Spring night.
What do you want from a spring night?
You, an old woman, who can hear death breathing outside your door, waiting to come in; what do you ask of a spring night?
That it bring you the time to do what you still must do, perhaps. That something might happen that doesn’t entirely depend on you, that someone might find the courage to speak, that someone else might find the courage to say yes. That someone who is in love might not condemn himself to a lifetime of loneliness, when you have gone for good. That spring might make the blood quicken in the veins, that recklessness might win out over fear.

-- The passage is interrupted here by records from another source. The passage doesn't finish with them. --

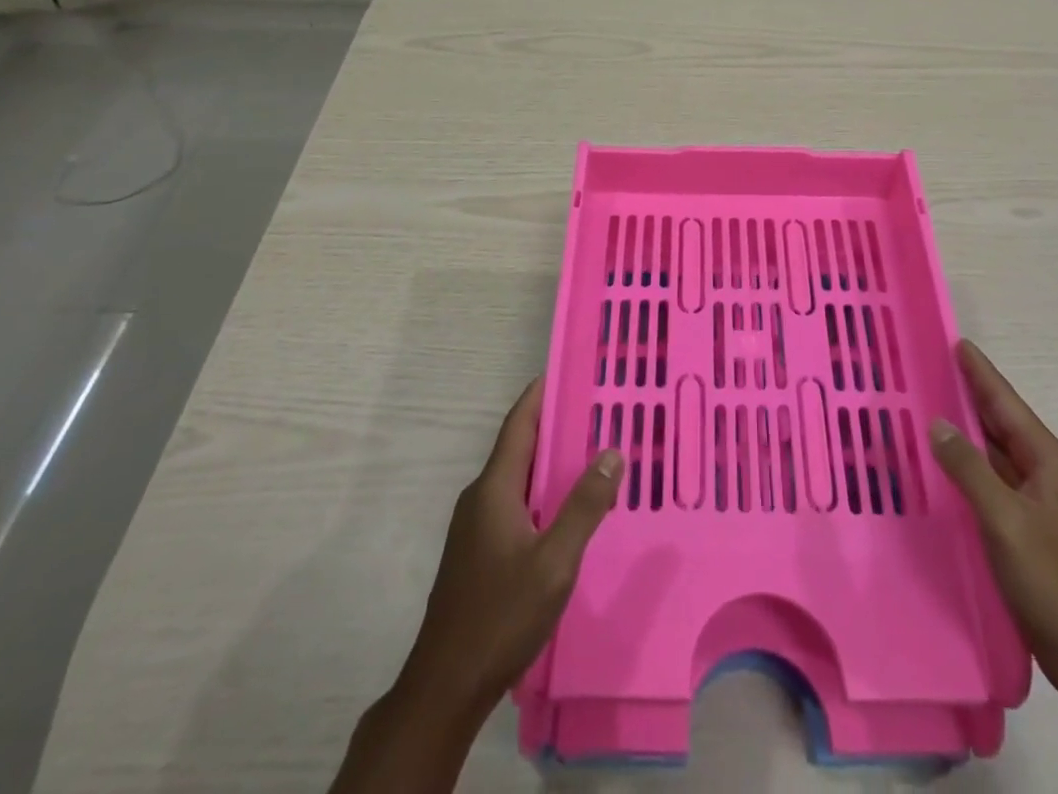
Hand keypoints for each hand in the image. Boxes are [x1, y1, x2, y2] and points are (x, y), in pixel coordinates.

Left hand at [397, 378, 624, 715]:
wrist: (445, 687)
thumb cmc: (501, 616)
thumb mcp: (555, 562)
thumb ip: (584, 505)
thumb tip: (612, 450)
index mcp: (494, 489)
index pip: (519, 424)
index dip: (540, 394)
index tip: (568, 370)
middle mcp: (480, 498)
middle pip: (519, 447)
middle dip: (554, 425)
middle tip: (596, 411)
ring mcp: (475, 527)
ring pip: (518, 478)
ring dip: (550, 462)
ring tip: (590, 454)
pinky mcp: (478, 553)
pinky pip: (514, 504)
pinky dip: (542, 492)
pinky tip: (567, 509)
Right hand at [930, 340, 1057, 695]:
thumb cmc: (1052, 580)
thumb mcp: (1004, 520)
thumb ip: (969, 468)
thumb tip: (938, 423)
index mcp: (1049, 461)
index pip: (1007, 404)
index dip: (981, 373)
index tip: (957, 343)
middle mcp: (1046, 473)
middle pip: (1002, 424)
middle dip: (970, 395)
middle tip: (932, 368)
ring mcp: (1039, 502)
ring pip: (996, 453)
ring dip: (967, 430)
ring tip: (930, 405)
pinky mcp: (1028, 527)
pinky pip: (993, 481)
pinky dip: (969, 465)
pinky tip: (945, 463)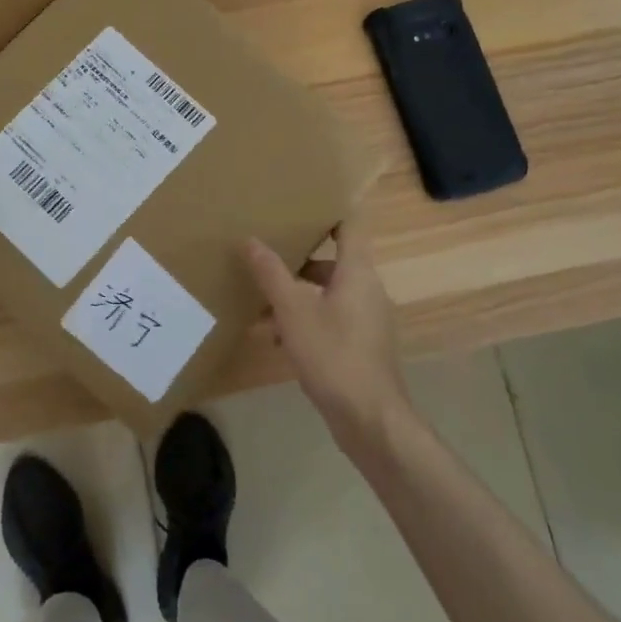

This is what you’d ask of the spring night that scatters perfume through the streets.
And you, what is it you’d ask of a spring night?
You, who lie drowning in the silence of wine, and look at your hands as you think of what they’ve done and in the fear of what they could still do, what do you ask of a spring night?
That it might give you back that smile, perhaps. Even if just once more, even just one miserable moment. To hear the word that she would have said to you, and understand, and feel, so that you can dream. To be able to breathe again.
This is what you’d ask of a night that brings wind.
And what would you ask of a spring night?
You who look back on the women of your past, so different and so beautiful. So dead. With their bodies you tried to satisfy your own, from their hands you desired the pleasure that you only ever had from one woman, one woman who is gone now. What do you ask of the spring night?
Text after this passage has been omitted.